In early drafts of Finding Nemo, the story started with Marlin taking Nemo to school for the first time, and the opening scene played out essentially the same as in the finished film, with Marlin being overprotective and neurotic. As the film went on, the tragedy in Marlin’s past would be hinted at through snippets of flashbacks until a late reveal of the full version of how he lost his family.
What the filmmakers realized was that, without knowing what he’d been through, Marlin came off as obnoxious, whiny, and unlikable. You could sympathize with the loss of his son, but he was still a pain in the ass that you didn’t want to spend ninety minutes with. Further, they realized that there wasn’t even any dramatic benefit to withholding the information. It was readily apparent that something bad had happened without even flashing back, and pretty much as soon as you showed Coral, the audience got the gist and the specific details didn’t make a difference.
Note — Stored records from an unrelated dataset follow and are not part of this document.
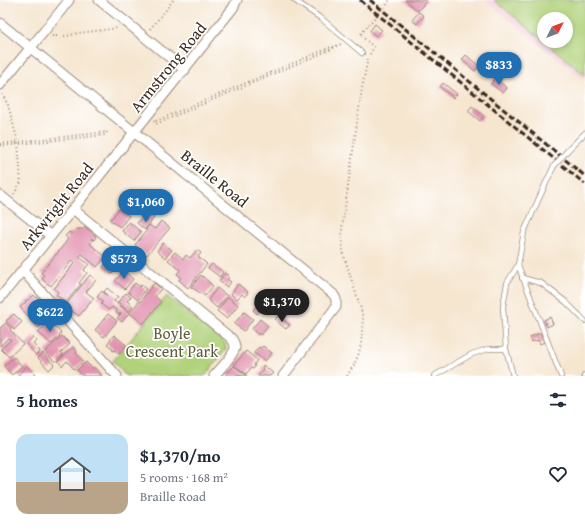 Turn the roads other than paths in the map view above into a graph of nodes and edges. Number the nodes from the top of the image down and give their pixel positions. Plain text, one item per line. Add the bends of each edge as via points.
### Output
1 (69, 0) edge
2 (99, 0) edge
3 (237, 0) edge
4 (294, 0) edge
5 (0, 23) edge
6 (30, 47) junction
7 (362, 53) dead end
8 (185, 70) junction
9 (0, 84) edge
10 (134, 132) junction
11 (585, 133) edge
12 (0, 195) edge
13 (73, 209) junction
14 (51, 236) junction
15 (518, 265) junction
16 (23, 271) junction
17 (522, 278) junction
18 (0, 298) edge
19 (585, 321) edge
20 (506, 349) junction
21 (117, 376) edge
22 (214, 376) edge
23 (283, 376) edge
24 (434, 376) edge
25 (513, 376) edge
26 (561, 376) edge

1 - 6 street
2 - 8 street
3 - 8 street, Armstrong Road
4 - 7 lane via 322,19
5 - 6 street, Braille Road
6 - 9 street
6 - 10 street, Braille Road
8 - 10 street, Armstrong Road
10 - 13 street, Arkwright Road
10 - 23 street, Braille Road via 333,294 336,307
11 - 15 lane, bridge via 554,166 544,185 524,232
12 - 14 street
13 - 14 street, Arkwright Road
13 - 22 street via 232,339 235,348
14 - 16 street, Arkwright Road
15 - 17 lane
15 - 20 lane via 507,283 503,307
16 - 18 street, Arkwright Road
16 - 21 street
17 - 19 lane via 541,283
17 - 26 lane
20 - 24 lane via 488,349 472,354
20 - 25 lane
It was a reveal for the sake of a reveal, so it was scrapped in favor of a straightforward prologue scene.
“But wait!” I hear you saying. “Agents hate prologues, don’t they?” If we’re talking novels, yes they do, and for good reason. I talk about different media a bit interchangeably around here, because to a certain extent, story is story and the lessons carry over. However, fiction has certain tools at its disposal, like narration and internal monologue, which film tends to use rarely because they’re awkward as hell in a primarily visual medium. So while a novel version of the story could use a little authorial intrusion to let us know in a couple of sentences that Nemo is the sole survivor of a predator that killed the rest of Marlin’s family, the simplest way to convey this information in a movie is just to show it.
To get an idea of how the original plan would have played out, you need look no further than another film by the same director, Andrew Stanton.
It’s not that John Carter lacks for prologues, oh no. First, we get one showing how Pretty Much Always Evil Mark Strong gives Pretty Much Always Asshole Dominic West the secret magic weapon thing. Then there’s the framing device of Burroughs getting filled in on the peculiar circumstances of his uncle’s death. Then after that there’s the setup with Carter searching for gold. When the Army tries to pressgang him back into service, we get this bit:
CARTER: Colonel Powell, sir, whatever it is you suppose I owe you, our country, or any other beloved cause, I have already paid it.
(Meaningful closeup of Carter’s hand, where he wears a man’s and a woman’s wedding bands)
CARTER: I have paid in full, sir.
It’s quite an elegant bit of exposition, really. With that one image, we get an illuminating glimpse of Carter’s past, which helps us understand his desire to be left alone.
But Stanton doesn’t think we’ve gotten the message, because the next hour is scattered with flashbacks to Carter’s tragically pretty family, until the midpoint, where it’s “revealed” as some sort of big climax. The argument could be made that the specific details of their fate do matter: it’s not just that they died, but that they died while he was fighting someone else’s war, and that’s why he tries so desperately to stay out of things.
But really, that’s the same problem as with Marlin, isn’t it? Without understanding that detail, Carter looks like kind of a dick for persisting in his refusal to help people he clearly seems to like. By the time you really see where the character arc starts, he’s already most of the way along it, so the whole thing loses quite a lot of its effectiveness.
The reveal is a useful tool, one that can elevate a story into something exciting and memorable. But it is not intrinsically valuable and it is not an absolute good. It’s okay if the details about a person’s past aren’t shocking game changers, but if they’re not, perhaps it’s better not to pretend they are.